Bu yüzden CHP genel başkan yardımcıları, grup başkan vekilleri büyükşehir, il veya İstanbul, İzmir, Adana gibi illerin kazanma şansı olan ilçe belediye başkanlıklarının peşinde. Ve hepsi de "cumhurbaşkanlığı ve genel seçimler"in erkene alınmaması için dua ediyor. Onlara göre yerel seçimlerin önce yapılması CHP için bir şans.
Peki bu noktada CHP Genel Başkanı Kılıçdaroğlu ne düşünüyor? Türkiye için kara bir tablo çiziyor ve kötü yönetildiğini söylüyor ama hiç seçimlerin erkene alınmasından söz etmiyor. Oysa Ankara kulislerinde AK Parti ve MHP dışında herkes sabahtan akşama erken seçim olasılığından söz ediyor. Piyasa da bu beklentiye girmiş durumda.
Peki neden ana muhalefet partisi bu beklentiyi bir fırsata dönüştürmüyor?
Kılıçdaroğlu'nun cevabı ne bilemem ama siyaset kulislerinin cevabı belli, arzuladıkları ekonomik kriz derinleşmeyeceği gibi muhalefetin Cumhurbaşkanı Erdoğan karşısına çıkaracağı güçlü bir adayı da yok.
İşte bu nedenle Kılıçdaroğlu gerilim siyaseti izliyor ve zamanın uzaması işine geliyor. Anlaşılan, önümüzdeki günlerde CHP'ye taşıdığı bazı siyasi aktörleri daha fazla sokaklarda göreceğiz. Görevleri de siyaseti germek. O gerilim CHP'ye oy mu getirecek yoksa oy mu kaybettirecek? Yaşayıp göreceğiz.
İstanbul CHP'de sürpriz bir isim
CHP'de merkezden yerele bir kaçış var. En çok ilgi çeken il ise İstanbul.
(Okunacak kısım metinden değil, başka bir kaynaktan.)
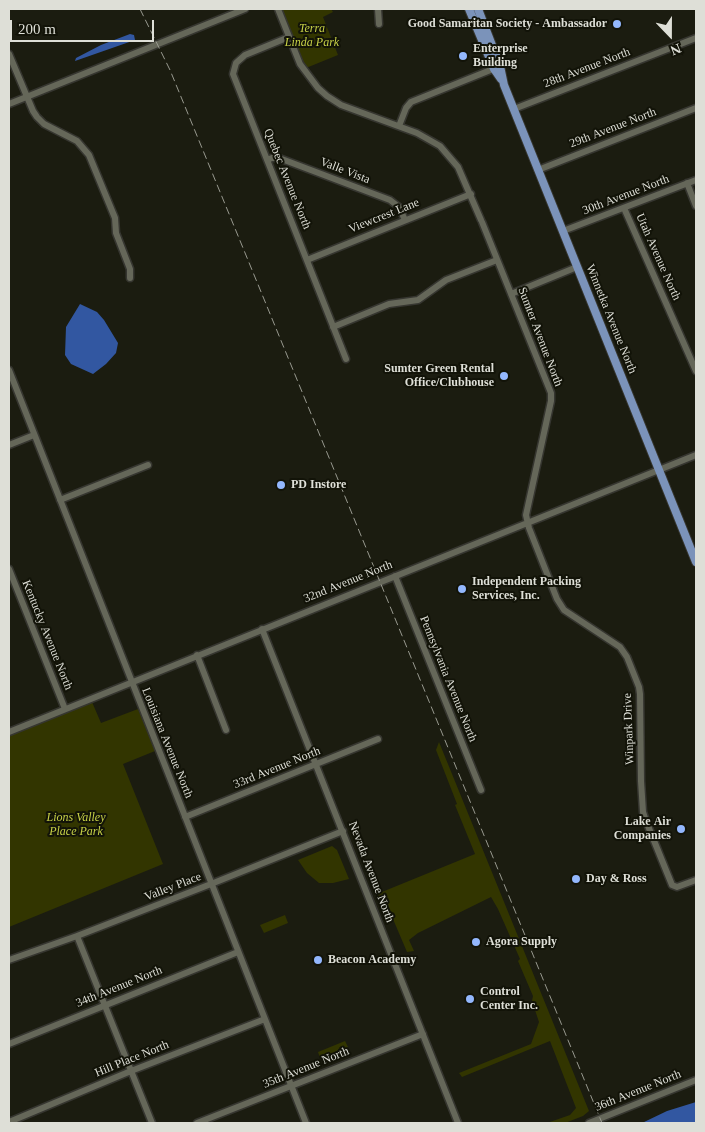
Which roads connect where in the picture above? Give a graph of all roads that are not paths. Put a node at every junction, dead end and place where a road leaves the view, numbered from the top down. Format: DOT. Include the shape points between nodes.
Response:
graph roads {
  1 [pos="245,9"];
  2 [pos="278,9"];
  3 [pos="378,9"];
  4 [pos="469,9"];
  5 [pos="478,9"];
  6 [pos="379,24"];
  7 [pos="289,37"];
  8 [pos="696,38"];
  9 [pos="9,54"];
  10 [pos="497,67"];
  11 [pos="27,97"];
  12 [pos="9,104"];
  13 [pos="696,108"];
  14 [pos="514,109"];
  15 [pos="399,126"];
  16 [pos="267,160"];
  17 [pos="538,170"];
  18 [pos="696,180"];
  19 [pos="687,183"];
  20 [pos="471,194"];
  21 [pos="696,206"];
  22 [pos="624,208"];
  23 [pos="405,220"];
  24 [pos="563,231"];
  25 [pos="307,260"];
  26 [pos="497,260"];
  27 [pos="578,267"];
  28 [pos="130,278"];
  29 [pos="511,294"];
  30 [pos="333,326"];
  31 [pos="346,359"];
  32 [pos="9,370"];
  33 [pos="696,371"];
  34 [pos="34,434"];
  35 [pos="9,444"];
  36 [pos="696,455"];
  37 [pos="148,465"];
  38 [pos="659,469"];
  39 [pos="60,500"];
  40 [pos="527,522"];
  41 [pos="696,560"];
  42 [pos="9,569"];
  43 [pos="395,576"];
  44 [pos="262,629"];
  45 [pos="197,655"];
  46 [pos="131,682"];
  47 [pos="65,709"];
  48 [pos="226,730"];
  49 [pos="9,732"];
  50 [pos="378,739"];
  51 [pos="316,764"];
  52 [pos="480,790"];
  53 [pos="185,817"];
  54 [pos="343,831"];
  55 [pos="696,880"];
  56 [pos="211,884"];
  57 [pos="77,936"];
  58 [pos="238,952"];
  59 [pos="9,960"];
  60 [pos="105,1004"];
  61 [pos="265,1020"];
  62 [pos="423,1034"];
  63 [pos="9,1044"];
  64 [pos="131,1071"];
  65 [pos="696,1080"];
  66 [pos="292,1086"];
  67 [pos="9,1122"];
  68 [pos="152,1123"];
  69 [pos="197,1123"];
  70 [pos="306,1123"];
  71 [pos="458,1123"];
  72 [pos="589,1123"];
  1 -- 11 [label="street"];
  2 -- 7 [label="street, Sumter Avenue North"];
  3 -- 6 [label="street"];
  4 -- 10 [label="main road, Winnetka Avenue North"];
  5 -- 10 [label="main road, Winnetka Avenue North"];
  7 -- 15 [label="street, Sumter Avenue North" via="306,74 327,96 341,105"];
  7 -- 16 [label="street, Quebec Avenue North" via="245,55 234,68 235,80"];
  8 -- 14 [label="street, 28th Avenue North"];
  9 -- 11 [label="street"];
  10 -- 14 [label="main road, Winnetka Avenue North"];
  10 -- 15 [label="street" via="412,102"];
  11 -- 12 [label="street"];
  11 -- 28 [label="street" via="44,124 77,141 89,155 115,218 116,233 130,269"];
  13 -- 17 [label="street, 29th Avenue North"];
  14 -- 17 [label="main road, Winnetka Avenue North"];
  15 -- 20 [label="street, Sumter Avenue North" via="440,146 458,167"];
  16 -- 23 [label="street, Valle Vista" via="279,158 395,202"];
  16 -- 25 [label="street, Quebec Avenue North"];
  17 -- 24 [label="main road, Winnetka Avenue North"];
  18 -- 19 [label="street, 30th Avenue North"];
  19 -- 21 [label="street"];
  19 -- 22 [label="street, 30th Avenue North"];
  20 -- 23 [label="street, Viewcrest Lane"];
  20 -- 26 [label="street, Sumter Avenue North"];
  22 -- 24 [label="street, 30th Avenue North"];
  22 -- 33 [label="street, Utah Avenue North"];
  23 -- 25 [label="street, Viewcrest Lane"];
  24 -- 27 [label="main road, Winnetka Avenue North"];
  25 -- 30 [label="street, Quebec Avenue North"];
  26 -- 29 [label="street, Sumter Avenue North"];
  26 -- 30 [label="street" via="446,280 418,300 389,304"];
  27 -- 29 [label="street"];
  27 -- 38 [label="main road, Winnetka Avenue North"];
  29 -- 40 [label="street, Sumter Avenue North" via="551,394"];
  30 -- 31 [label="street, Quebec Avenue North"];
  32 -- 34 [label="street, Louisiana Avenue North"];
  34 -- 35 [label="street"];
  34 -- 39 [label="street, Louisiana Avenue North"];
  36 -- 38 [label="street, 32nd Avenue North"];
  37 -- 39 [label="street"];
  38 -- 40 [label="street, 32nd Avenue North"];
  38 -- 41 [label="main road, Winnetka Avenue North"];
  39 -- 46 [label="street, Louisiana Avenue North"];
  40 -- 43 [label="street, 32nd Avenue North"];
  40 -- 55 [label="street, Winpark Drive" via="564,610 620,647 627,657 640,694 641,781 646,822 672,885 677,887"];
  42 -- 47 [label="street, Kentucky Avenue North"];
  43 -- 44 [label="street, 32nd Avenue North"];
  43 -- 52 [label="street, Pennsylvania Avenue North"];
  44 -- 45 [label="street, 32nd Avenue North"];
  44 -- 51 [label="street, Nevada Avenue North"];
  45 -- 46 [label="street, 32nd Avenue North"];
  45 -- 48 [label="street"];
  46 -- 47 [label="street, 32nd Avenue North"];
  46 -- 53 [label="street, Louisiana Avenue North"];
  47 -- 49 [label="street, 32nd Avenue North"];
  50 -- 51 [label="street, 33rd Avenue North"];
  51 -- 53 [label="street, 33rd Avenue North"];
  51 -- 54 [label="street, Nevada Avenue North"];
  53 -- 56 [label="street, Louisiana Avenue North"];
  54 -- 56 [label="street, Valley Place"];
  54 -- 62 [label="street, Nevada Avenue North"];
  56 -- 57 [label="street, Valley Place"];
  56 -- 58 [label="street, Louisiana Avenue North"];
  57 -- 59 [label="street, Valley Place"];
  57 -- 60 [label="street"];
  58 -- 60 [label="street, 34th Avenue North"];
  58 -- 61 [label="street, Louisiana Avenue North"];
  60 -- 63 [label="street, 34th Avenue North"];
  60 -- 64 [label="street"];
  61 -- 64 [label="street, Hill Place North"];
  61 -- 66 [label="street, Louisiana Avenue North"];
  62 -- 66 [label="street, 35th Avenue North"];
  62 -- 71 [label="street, Nevada Avenue North"];
  64 -- 67 [label="street, Hill Place North"];
  64 -- 68 [label="street"];
  65 -- 72 [label="street, 36th Avenue North"];
  66 -- 69 [label="street, 35th Avenue North"];
  66 -- 70 [label="street, Louisiana Avenue North"];
}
Sayı çok ama iki isim öne çıkıyor: Gürsel Tekin ve Akif Hamza Çebi... Son günlerde bunlara, sürpriz bir isim daha katıldı. Adı ilk kez bir süre önce Konsensus Araştırma şirketinin İstanbul'da yaptığı ankette yer aldı. İlk sırada Gürsel Tekin, üçüncü sırada ise Beylikdüzü Belediye Başkanı Ekrem İmamoğlu vardı. Aslında böyle bir sıralamada yer alacağı kimsenin aklına bile gelmezdi.
Acaba getirildi mi?
Kulislerde Kılıçdaroğlu'nun ona da "hazırlan" dediği konuşuluyor. İşin içinde bir kumpas mı var yoksa doğal bir süreç mi yakında görürüz.